Concepts That Make Administrative Work Simpler
In your job, you are either delivering your core work product or you are doing administrative meta-work that makes the final delivery easier. If you are an event photographer, your core work is being there; taking the photos. Your meta-work includes scheduling with clients and tracking shoots you still need to post-process. If an event needs multiple photographers, your meta-work can include interfacing with your partners and organizing file drop-boxes. Most meta-work falls under one of four categories: writing a memo, populating a table, polling for info, and creating new processes.
Writing a Memo
A memo should have a target audience and a call to action. A memo should be high level enough that no one needs to do math to figure out what their call to action is. A memo should be detailed enough that no two people should need to look up the same thing after reading the memo. Emails, Powerpoints, and Google Docs are all examples of memos. If your memo contains data, ensure that the data requires no further analysis to understand it.
To decide if you need to write a memo, ask yourself:
- Is there work I have done that someone else will need to do, unless I send them the memo?
- Is someone doing something when they really should be doing something else?
- Is someone doing nothing when they really could be doing something?
Simply put, a memo should use information to reduce wasted work in the workplace.
Populating a Table
Tabular data is useful because it is regular, easy to subdivide, and (ideally) each row represents a concrete concept. The act of populating a table is useful because it forces you to make your data regular. This regularization (putting things into columns) reveals where you are missing data you thought you had and reveals where you need to do more post-processing on the data that you do have. In one conception, a table means that you can take the top row off of the table and—using only the information in that row—produce something real. For example, the row contains the date, location, and equipment required for your next photoshoot. In another conception, a table means that you can combine all of the rows and learn something important.
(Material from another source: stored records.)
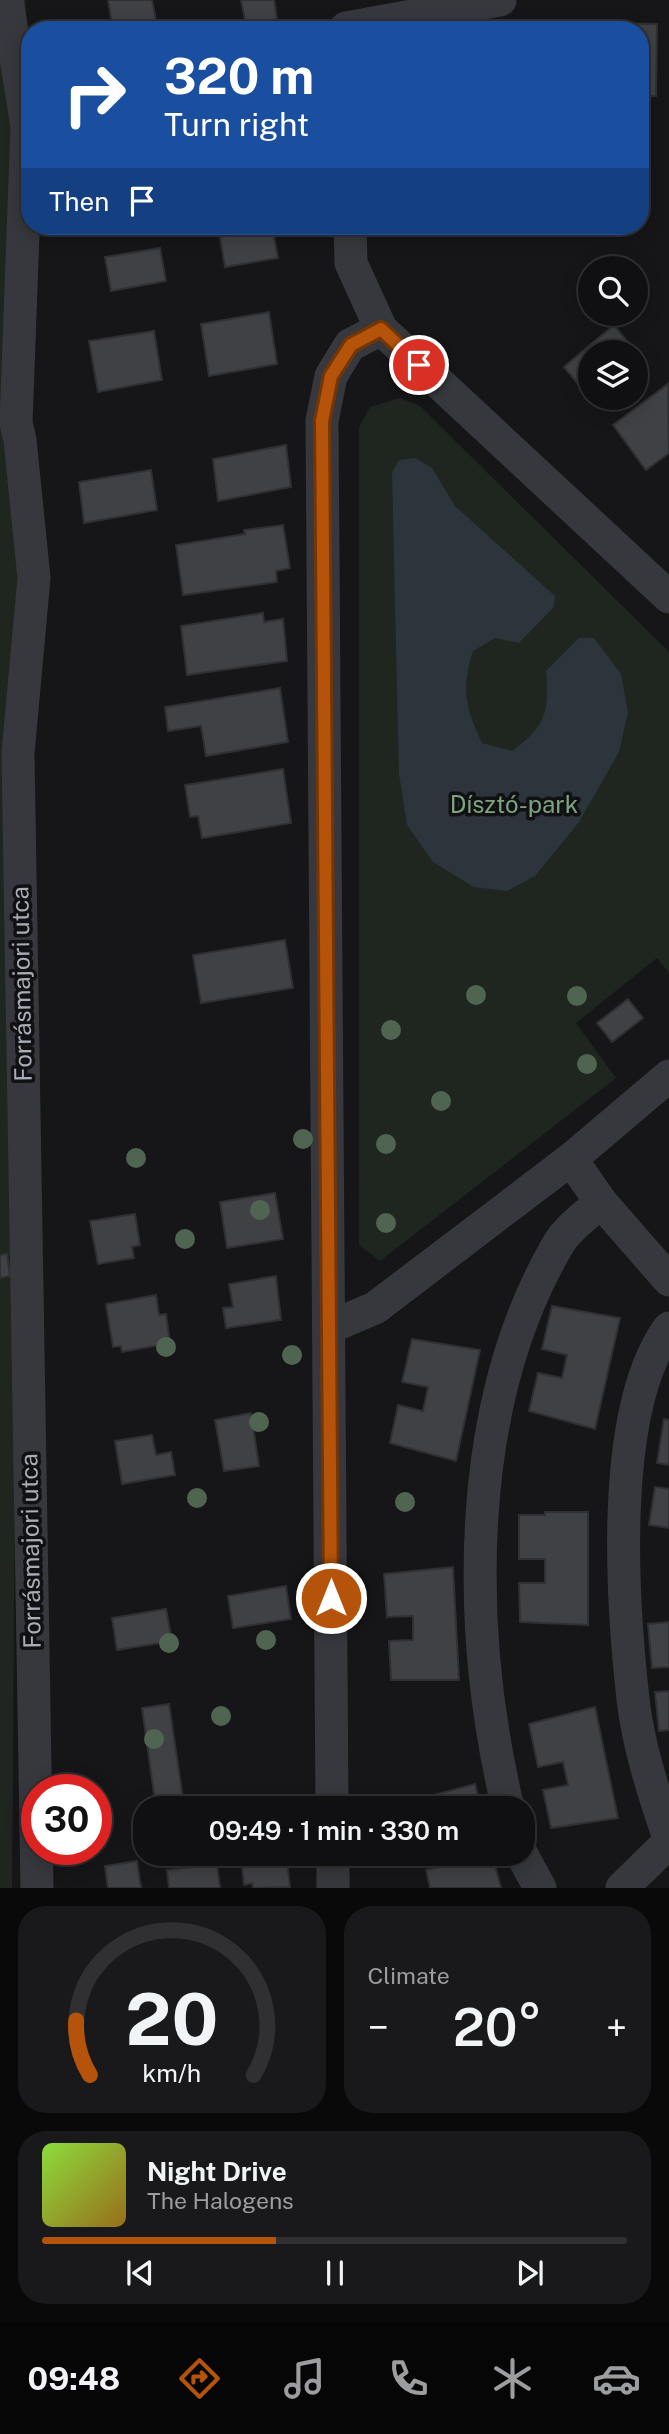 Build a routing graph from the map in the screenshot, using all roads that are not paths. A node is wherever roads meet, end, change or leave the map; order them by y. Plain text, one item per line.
1 (8, 0) edge
2 (500, 0) edge
3 (346, 19) edge
4 (21, 87) edge
5 (23, 235) edge
6 (350, 235) edge
7 (381, 329) junction
8 (669, 597) edge
9 (669, 1076) edge
10 (570, 1159) junction
11 (601, 1202) junction
12 (669, 1280) edge
13 (330, 1327) junction
14 (669, 1328) edge
15 (332, 1796) edge
16 (505, 1796) edge
17 (669, 1840) edge
18 (332, 1866) edge
19 (528, 1866) edge
20 (37, 1888) edge
21 (333, 1888) edge
22 (540, 1888) edge
23 (621, 1888) edge

1 - 4 street, Forrásmajori utca
2 - 3 street
5 - 20 street, Forrásmajori utca
6 - 7 street
7 - 8 street
7 - 13 street
9 - 10 street
10 - 11 street
10 - 13 street
11 - 12 street
11 - 16 street
13 - 15 street
14 - 17 street
17 - 23 street
18 - 21 street
19 - 22 street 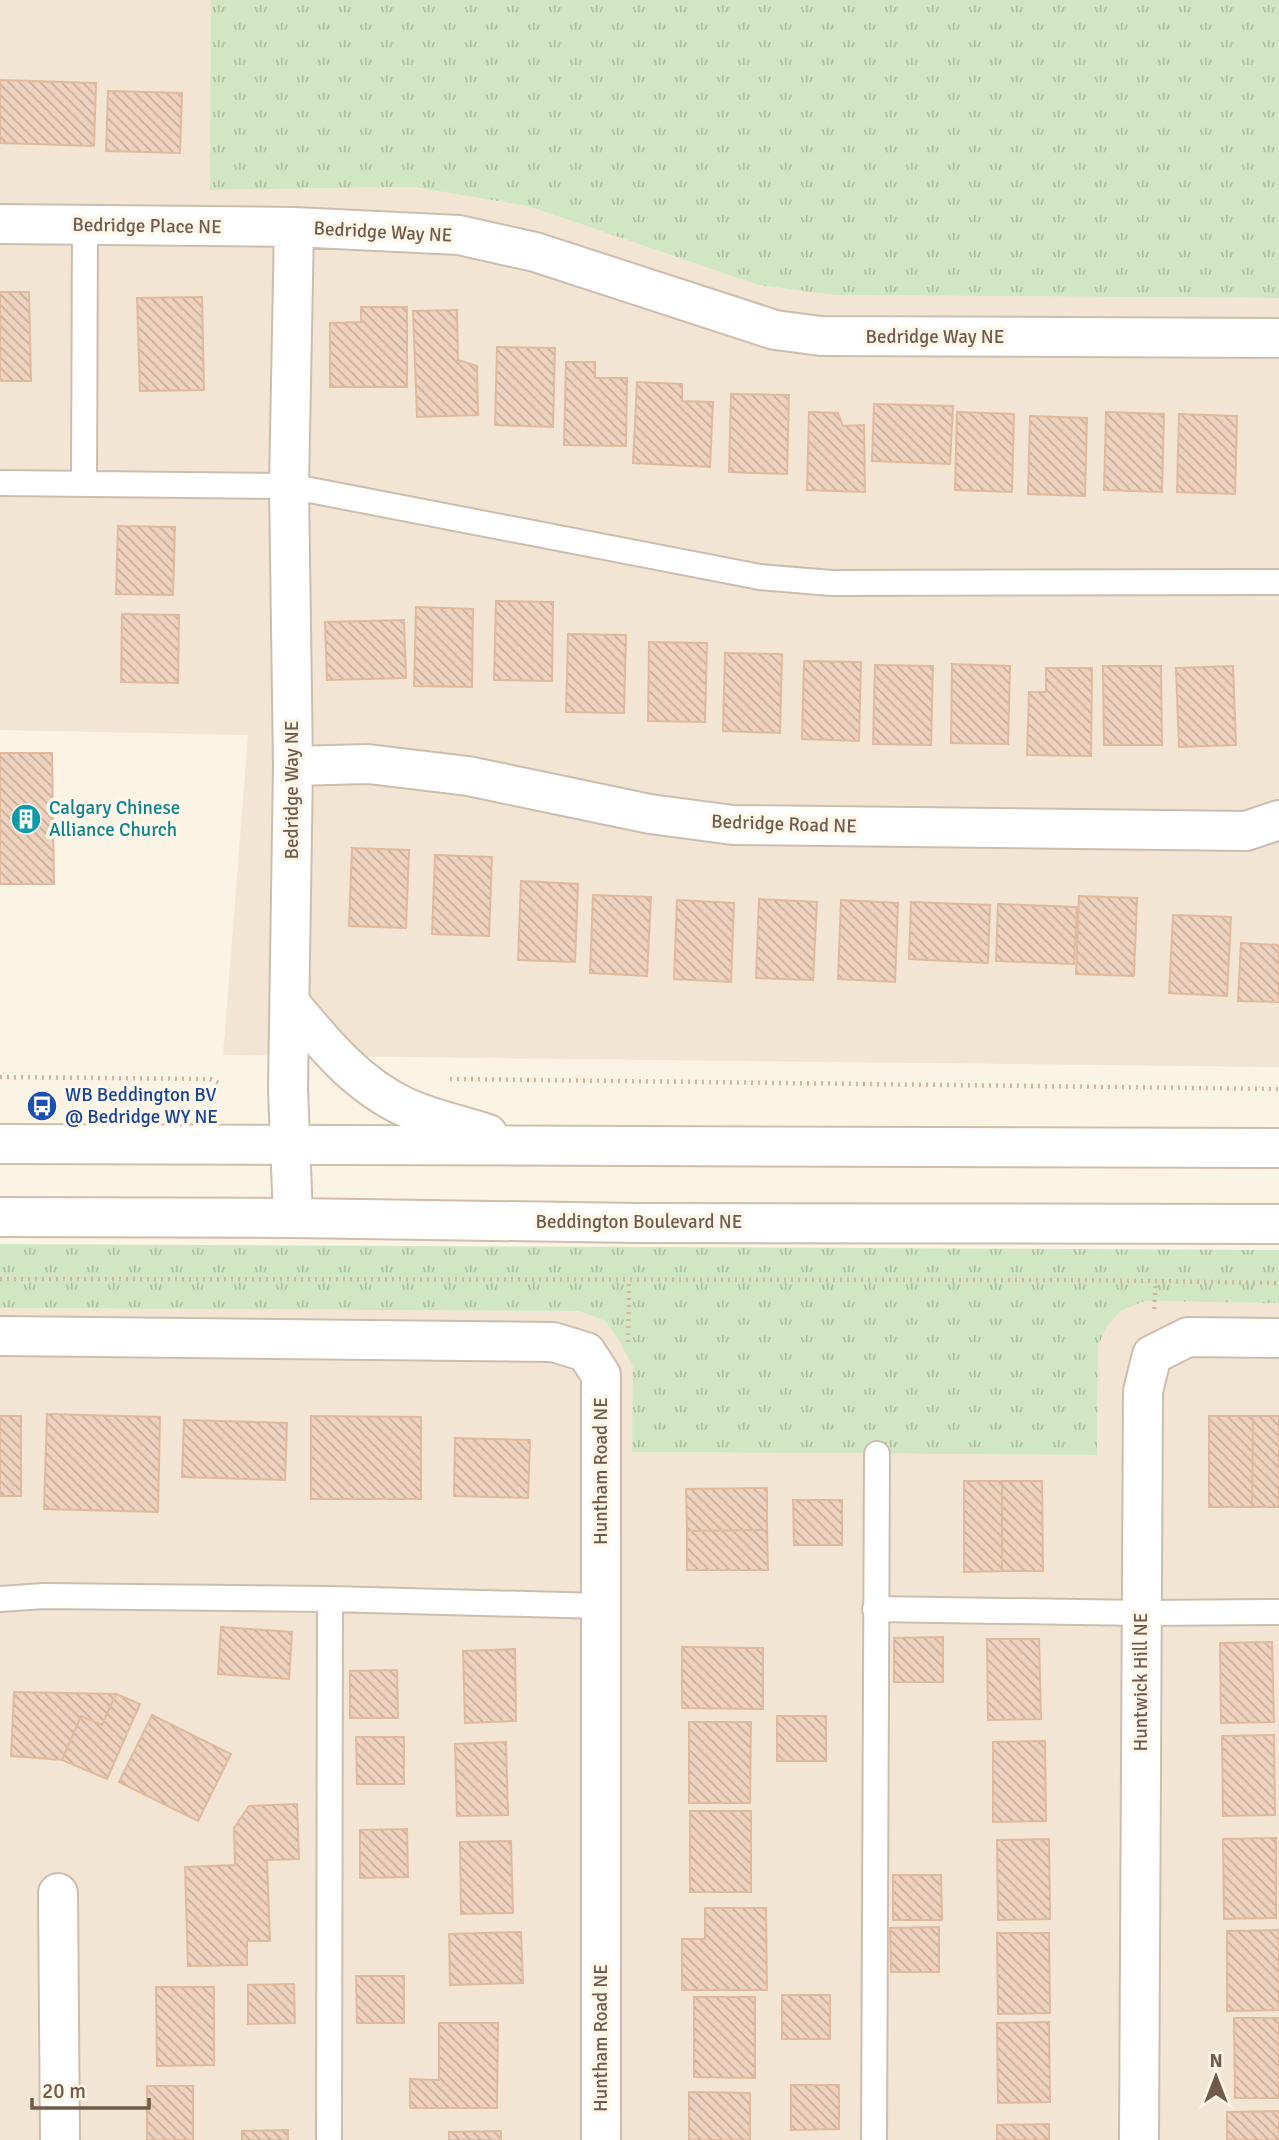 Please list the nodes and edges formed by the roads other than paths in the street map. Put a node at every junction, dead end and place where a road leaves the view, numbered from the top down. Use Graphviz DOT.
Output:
graph roads {
  1 [pos="0,224"];
  2 [pos="85,225"];
  3 [pos="295,227"];
  4 [pos="1279,338"];
  5 [pos="0,483"];
  6 [pos="84,484"];
  7 [pos="289,486"];
  8 [pos="1279,582"];
  9 [pos="293,766"];
  10 [pos="1279,820"];
  11 [pos="290,1003"];
  12 [pos="0,1144"];
  13 [pos="291,1144"];
  14 [pos="523,1145"];
  15 [pos="1279,1148"];
  16 [pos="0,1217"];
  17 [pos="293,1218"];
  18 [pos="1279,1224"];
  19 [pos="0,1336"];
  20 [pos="1279,1338"];
  21 [pos="877,1454"];
  22 [pos="0,1599"];
  23 [pos="330,1599"];
  24 [pos="601,1606"];
  25 [pos="875,1609"];
  26 [pos="1279,1612"];
  27 [pos="1142,1613"];
  28 [pos="58,1894"];
  29 [pos="60,2140"];
  30 [pos="329,2140"];
  31 [pos="601,2140"];
  32 [pos="874,2140"];
  33 [pos="1139,2140"];
  1 -- 2 [label="street, Bedridge Place NE"];
  2 -- 3 [label="street, Bedridge Place NE"];
  2 -- 6 [label="lane"];
  3 -- 4 [label="street, Bedridge Way NE"];
  3 -- 7 [label="street, Bedridge Way NE"];
  5 -- 6 [label="lane"];
  6 -- 7 [label="lane"];
  7 -- 8 [label="lane"];
  7 -- 9 [label="street, Bedridge Way NE"];
  9 -- 10 [label="street, Bedridge Road NE"];
  9 -- 11 [label="street, Bedridge Way NE"];
  11 -- 13 [label="street, Bedridge Way NE"];
  11 -- 14 [label="street"];
  12 -- 13 [label="street"];
  13 -- 14 [label="street"];
  13 -- 17 [label="street, Bedridge Way NE"];
  14 -- 15 [label="street"];
  16 -- 17 [label="street, Beddington Boulevard NE"];
  17 -- 18 [label="street, Beddington Boulevard NE"];
  19 -- 24 [label="street, Huntham Road NE"];
  20 -- 27 [label="street, Huntwick Hill NE"];
  21 -- 25 [label="lane"];
  22 -- 23 [label="lane"];
  23 -- 24 [label="lane"];
  23 -- 30 [label="lane"];
  24 -- 31 [label="street, Huntham Road NE"];
  25 -- 27 [label="lane"];
  25 -- 32 [label="lane"];
  26 -- 27 [label="lane"];
  27 -- 33 [label="street, Huntwick Hill NE"];
  28 -- 29 [label="street"];
}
For example, an invoices table where you can sum up all the numbers to measure your revenue.
Simply put, a table forces you to be explicit about what you know and what you don’t know.
Polling for Info
If you can neither write a memo, populate a table, nor do your core work, you might be blocked. This is an opportunity to poll your upstream sources for information. There might be an email thread where someone commits to doing work. Have they completed this work? Do they have an updated time estimate? There might be someone who regularly needs you to perform a task for them. Do they need this task done? Polling for info should make communication loops tighter. They are not opportunities to uselessly harass someone. Also, be wary about being stuck in a “polling” state; e.g., continually checking your email. Focus on things that have good odds of yielding something new for you to do.
Creating Process
Organizational processes have a bad reputation for adding administrative overhead. While there is some merit to this claim, there also is a reason that process emerges. Writing a “playbook” for yourself or your coworkers can simplify work. Coding is useful because it is an automated process with an added layer of rigor. However, you do not need code to write out the set of instructions necessary to accomplish a task.
A new process should:
- Remove common administrative work that needs to be done before/after a task
- Remove ambiguity from a set of requirements
A document template is a form of process. An on-call playbook is a form of process. A utility program for your team is a form of process.
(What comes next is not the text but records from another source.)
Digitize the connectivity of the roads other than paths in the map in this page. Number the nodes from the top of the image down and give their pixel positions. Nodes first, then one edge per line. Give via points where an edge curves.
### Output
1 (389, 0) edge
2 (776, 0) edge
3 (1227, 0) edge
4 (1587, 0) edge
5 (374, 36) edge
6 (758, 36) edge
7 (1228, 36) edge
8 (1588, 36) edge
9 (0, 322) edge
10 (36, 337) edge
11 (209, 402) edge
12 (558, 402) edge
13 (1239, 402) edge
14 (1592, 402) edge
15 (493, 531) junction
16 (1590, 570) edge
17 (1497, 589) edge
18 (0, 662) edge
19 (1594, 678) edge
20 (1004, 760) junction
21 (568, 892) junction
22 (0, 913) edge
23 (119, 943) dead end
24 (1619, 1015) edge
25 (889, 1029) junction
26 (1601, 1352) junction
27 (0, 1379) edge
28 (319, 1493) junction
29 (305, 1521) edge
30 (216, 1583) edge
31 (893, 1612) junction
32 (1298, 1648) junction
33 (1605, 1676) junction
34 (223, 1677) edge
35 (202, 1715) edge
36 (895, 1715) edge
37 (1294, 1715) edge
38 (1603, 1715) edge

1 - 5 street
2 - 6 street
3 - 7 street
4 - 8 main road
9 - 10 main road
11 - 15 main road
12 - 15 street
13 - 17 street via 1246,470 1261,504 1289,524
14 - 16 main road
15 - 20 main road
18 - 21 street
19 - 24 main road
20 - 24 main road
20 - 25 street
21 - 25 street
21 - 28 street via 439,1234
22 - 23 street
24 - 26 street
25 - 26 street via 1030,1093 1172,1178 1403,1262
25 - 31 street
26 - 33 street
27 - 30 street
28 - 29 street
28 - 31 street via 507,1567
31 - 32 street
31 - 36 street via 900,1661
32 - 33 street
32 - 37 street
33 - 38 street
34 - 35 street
Creating and managing processes is difficult. These things are the most “meta” of meta-work. They can optimize your work and they can optimize your other meta-work. In many ways, a business unit is defined by the processes that it owns. I list process creation last because it probably is done less than the other meta-work listed here, but that doesn’t make it any less important.
In conclusion, there are multiple pathways to do productive work that is not the core work of your job. I covered some of the most important ways that you can do useful meta-work in this writeup, but it is difficult to be confident that this is exhaustive. I believe I’ve captured what is most important, though. Consider these four options to be a sort of mental checklist that you can run through when you don’t know what to do: “write a memo”, “populate a table”, “poll for info”, “create process”. I hope that this process I’ve created is useful for you ;)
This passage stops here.